Adriano Miranda Lima disse...

Eis um artigo de uma qualidade invejavelmente superior, que recomendo ao "professor" do post anterior leia vezes sem conta, até que transpire dicionário e gramática por todos os poros. É como os castigos físicos (género flexões de braço) que se aplicam na tropa aos recrutas que se portam mal ou não se esforçam.
Não há dúvida que o inglês é a única língua "hipercentral", ou, usando outro classificativo, universal. Mas é preciso ver que a língua inglesa tem o mandarim chinês à perna: o inglês é falado por 1,132 bilhão de almas e o mandarim chinês por 1,117 bilhão. No mundo ocidental é claro que para nós falará sempre mais alto o inglês como ferramenta unificadora na ciências e nas tecnologias. Mas vai ser preciso aguardar a evolução do mundo nas próximas décadas para ver onde ficará o centro de gravidade depois de a China juntar a sua esmagadora superioridade demográfica ao seu crescente desenvolvimento económico, científico e tecnológico. Ah, mas lembrei-me agora da Índia e a sua população de 1, 408 bilhão de almas. Isto porque, não obstante a diversidade de línguas nacionais no país, o indi e o inglês são as línguas da administração do Estado, sendo que o uso do inglês aumentou consideravelmente com o crescimento industrial do país e a chegada das multinacionais, ou seja, com a globalização. Desta forma, reajustando as minhas considerações, é bem possível que o inglês nunca venha a ser destronado do seu pedestal.

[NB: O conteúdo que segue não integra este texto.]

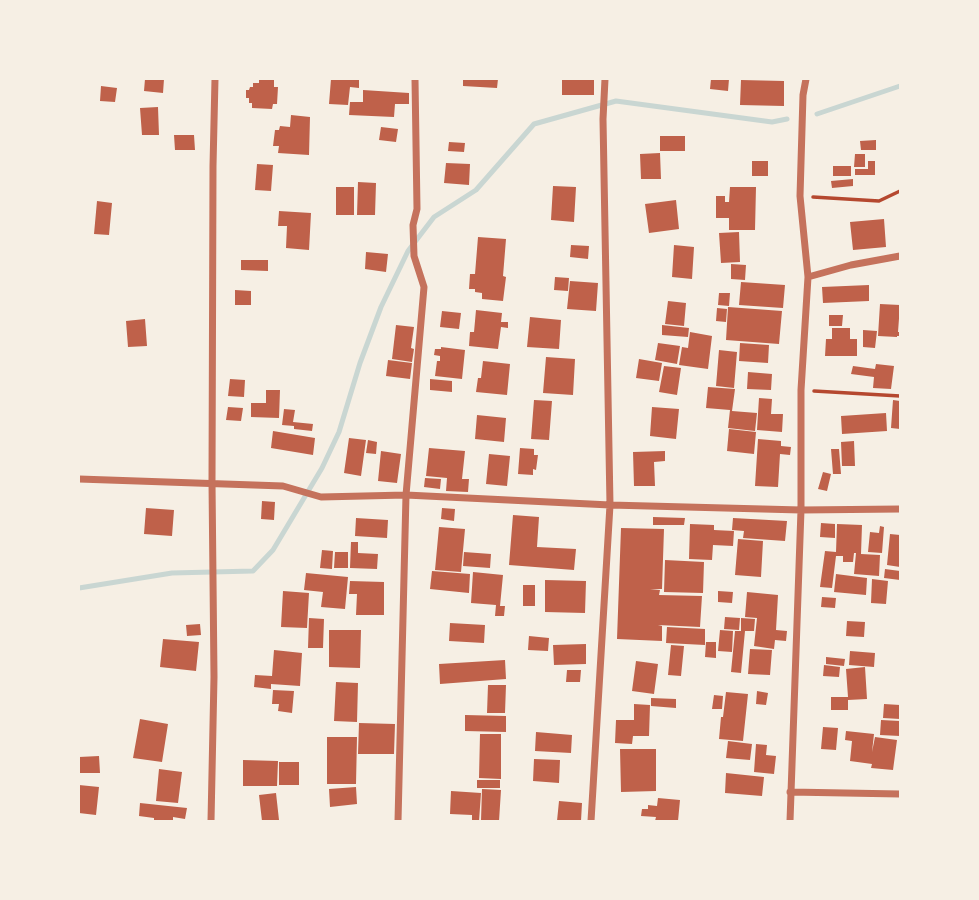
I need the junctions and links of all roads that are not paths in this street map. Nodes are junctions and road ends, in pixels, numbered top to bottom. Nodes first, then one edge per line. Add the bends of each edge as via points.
1 (215, 79) edge
2 (415, 79) edge
3 (605, 79) edge
4 (806, 79) edge
5 (900, 256) edge
6 (808, 277) junction
7 (79, 479) edge
8 (212, 482) junction
9 (406, 495) junction
10 (610, 505) junction
11 (900, 509) edge
12 (801, 510) junction
13 (790, 792) junction
14 (900, 794) edge
15 (211, 821) edge
16 (398, 821) edge
17 (592, 821) edge
18 (790, 821) edge

1 - 8 street
2 - 9 street via 414,256 424,287
3 - 10 street
4 - 6 street via 800,196
5 - 6 street
6 - 12 street via 801,390
7 - 8 street
8 - 9 street via 283,486 321,497
8 - 15 street
9 - 10 street
9 - 16 street
10 - 12 street
10 - 17 street
11 - 12 street
12 - 13 street
13 - 14 street
13 - 18 street

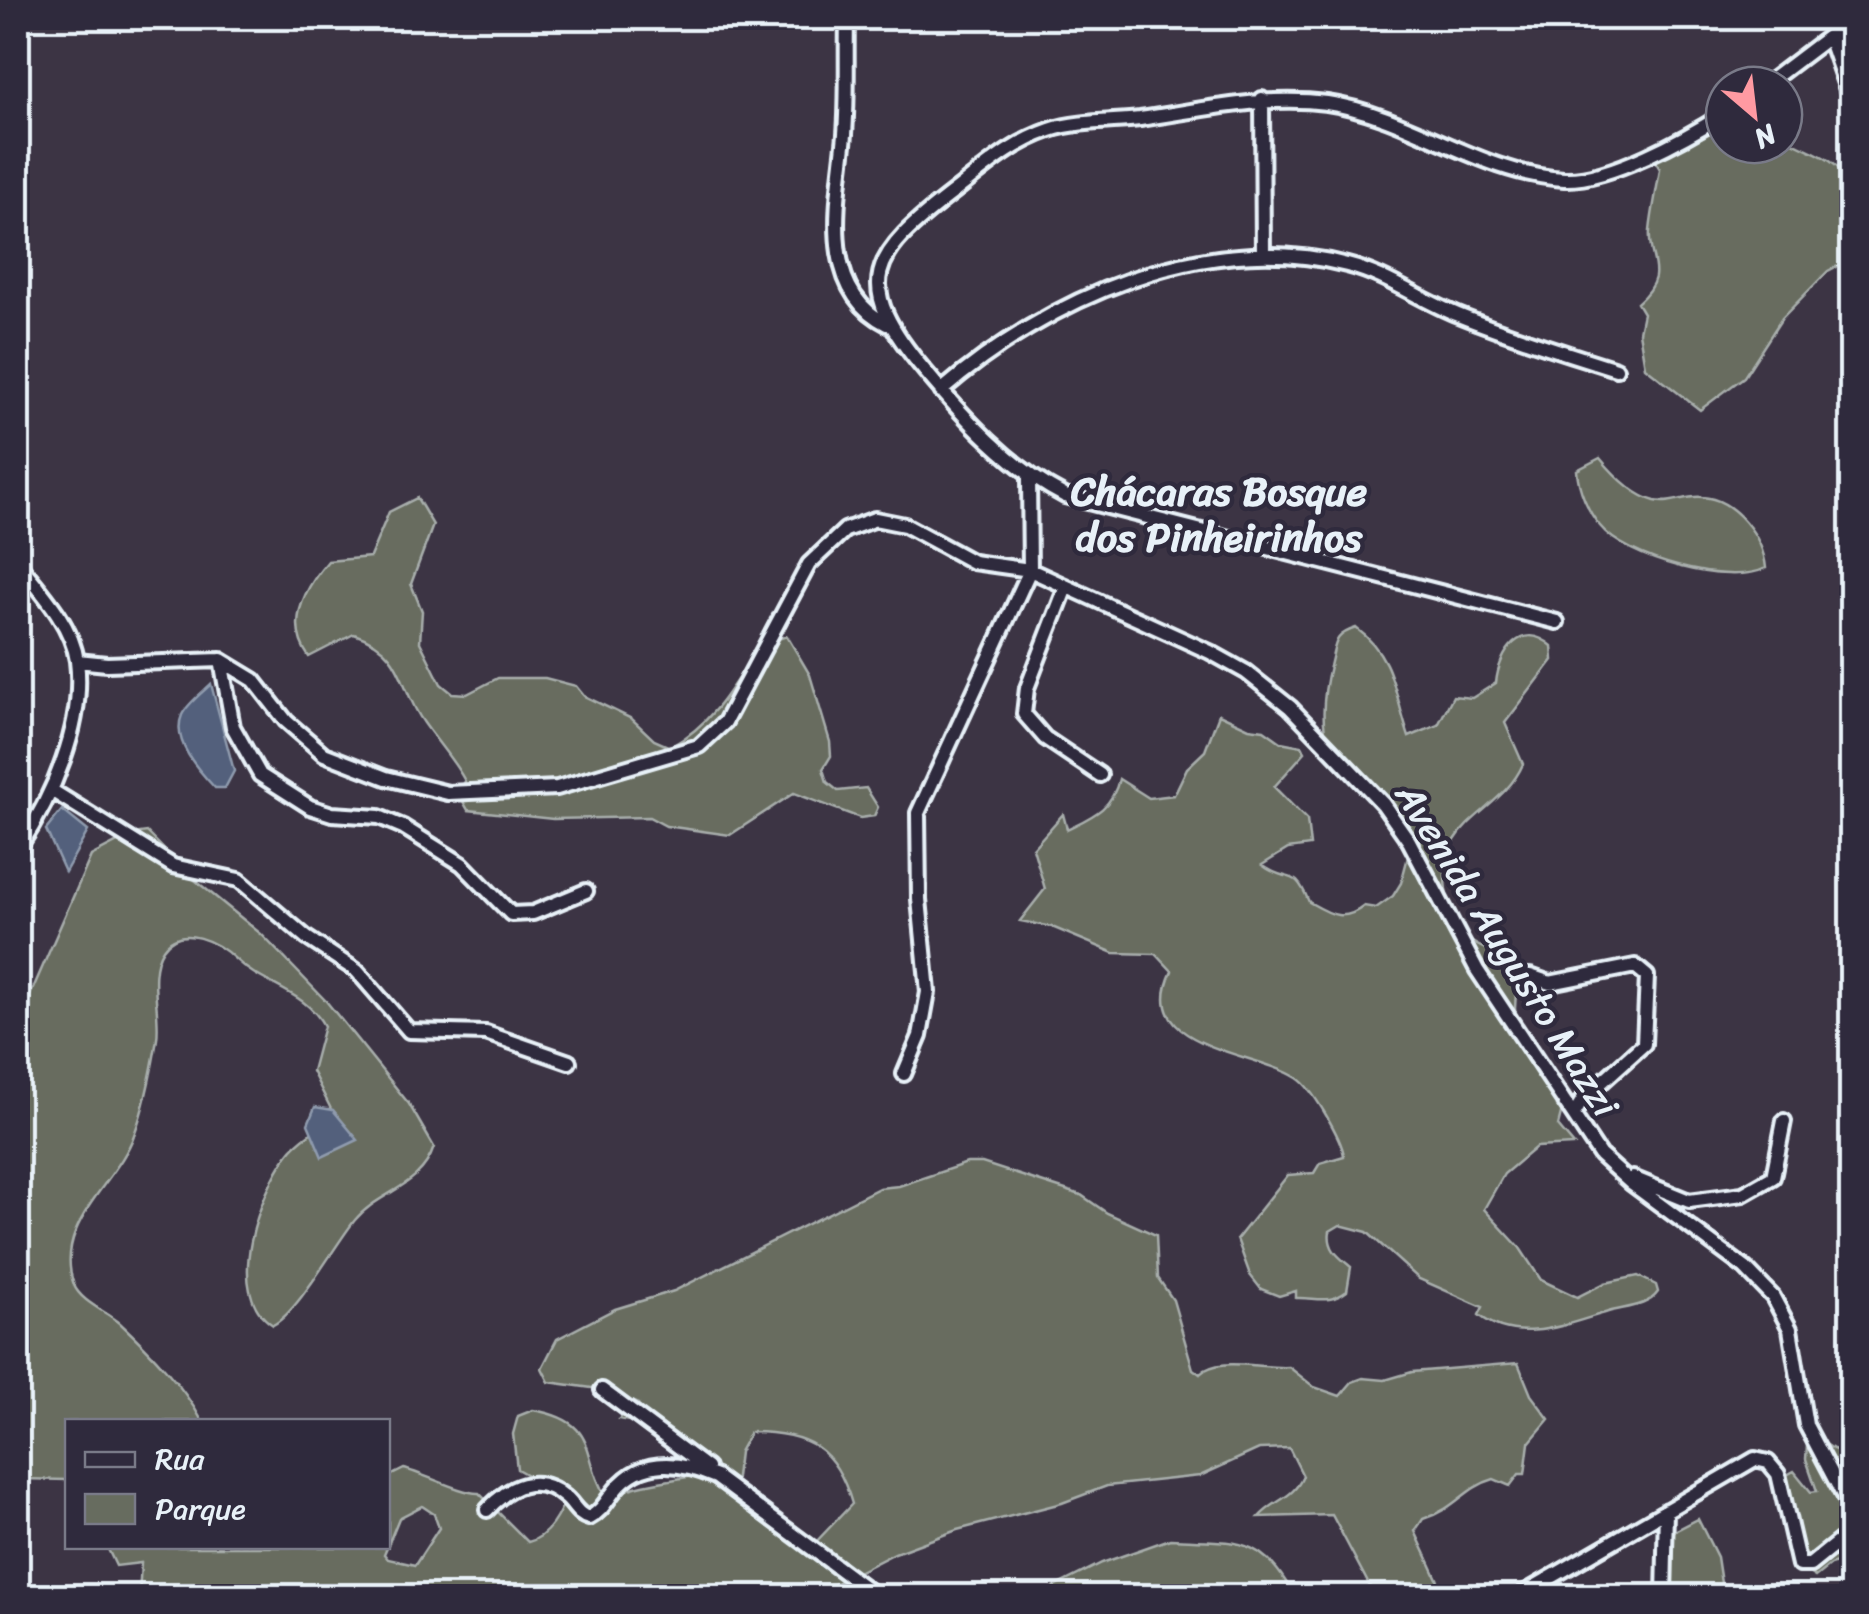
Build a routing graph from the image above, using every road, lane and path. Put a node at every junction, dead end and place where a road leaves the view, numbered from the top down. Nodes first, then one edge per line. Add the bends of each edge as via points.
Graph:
1 (846, 18) edge
2 (1852, 19) edge
3 (1829, 37) junction
4 (1792, 65) edge
5 (1262, 100) junction
6 (1852, 104) edge
7 (1704, 124) edge
8 (1263, 254) junction
9 (888, 324) junction
10 (1616, 369) dead end
11 (940, 391) junction
12 (1030, 478) junction
13 (18, 563) edge
14 (1030, 570) junction
15 (1066, 587) junction
16 (1557, 622) dead end
17 (77, 660) junction
18 (221, 660) junction
19 (1100, 775) dead end
20 (51, 790) junction
21 (18, 849) edge
22 (586, 891) dead end
23 (1530, 976) dead end
24 (569, 1062) dead end
25 (904, 1074) dead end
26 (1574, 1114) junction
27 (1784, 1121) dead end
28 (1615, 1170) junction
29 (602, 1390) dead end
30 (716, 1477) junction
31 (486, 1510) dead end
32 (1666, 1510) junction
33 (1852, 1512) edge
34 (1852, 1532) edge
35 (876, 1596) edge
36 (1519, 1596) edge
37 (1664, 1596) edge

1 - 9 street via 835,234 856,291 874,318
2 - 3 street
3 - 4 street
3 - 6 street
5 - 7 street via 1356,110 1508,168 1565,179 1610,169
5 - 8 street
5 - 9 street via 1056,128 1011,147 919,217 889,249 878,288
8 - 10 street via 1350,266 1454,314
8 - 11 street via 1187,265 1077,301
9 - 11 street
11 - 12 street
12 - 14 street
12 - 16 street via 1065,496
13 - 17 street via 55,612
14 - 15 street, Avenida Augusto Mazzi
14 - 18 street, Avenida Augusto Mazzi via 973,562 888,519 860,524 810,564 714,735 682,752 530,792 430,792 324,754 254,680
14 - 25 street via 921,802 916,836 928,992
15 - 19 street via 1026,688 1024,714 1044,738
15 - 26 street, Avenida Augusto Mazzi via 1246,672 1316,732 1396,822 1477,970
17 - 18 street
17 - 20 street via 71,722
18 - 22 street via 239,746 270,783 332,814 379,816 402,828 462,864 512,914 533,913
20 - 21 street
20 - 24 street via 173,866 238,880 357,971 409,1031 486,1033
23 - 26 street via 1550,983 1635,966 1647,976 1644,1044
26 - 28 street, Avenida Augusto Mazzi
27 - 28 street via 1773,1176 1743,1194 1680,1200
28 - 33 street, Avenida Augusto Mazzi via 1745,1268 1773,1297 1790,1329 1806,1425
29 - 30 street
30 - 31 street via 690,1466 658,1465 618,1486 589,1518 558,1491 535,1482 508,1491
30 - 35 street
32 - 34 street via 1755,1458 1778,1474 1799,1565 1810,1565
32 - 36 street
32 - 37 street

Quanto à língua nacional/oficial que entre nós melhor ferramenta se predispõe para a aprendizagem correcta do inglês, tendo em vista as exigências do mundo global, põe-se a velha e debatida questão de saber que vantagem efectiva poderá ter o crioulo (língua dos afectos e da cultura) em toda esta tramitação. O ensino oficial do crioulo (necessariamente uniformizado) contribuirá para melhorar o desempenho linguístico dos cabo-verdianos, como defendem os autores do ALUPEC? Isto é, facilitará a aprendizagem do português e línguas estrangeiras, neste caso o inglês?
Não acredito. Até porque considero que o "inginhero” do post anterior não é mais que uma vítima de todo este imbróglio linguístico em que nos meteram os pseudo-nacionalistas. Este epifenómeno só surgiu com a independência. E a sua evidência é tanta que em Portugal e no Brasil parece que tem sido exigida aos alunos caboverdianos uma prova de competência linguística para serem admitidos nas respectivas universidades.
Antigamente bastava uma boa quarta classe para os cabo-verdianos adquirirem um desempenho normal em português. Por exemplo, o célebre Cunco, mestre das Oficinas do Estado em S. Vicente, não era "inginhero", só tinha a quarta classe, mas tinha um notável engenho para lidar com as máquinas. E bem sei como ele escrevia o português porque era meu parente. Ah, o meu professor de Admissão ao Liceu, Alfredo Brito, julgo que só tinha a quarta classe, mas foi com ele que consolidei os alicerces da língua portuguesa que hoje falo e escrevo.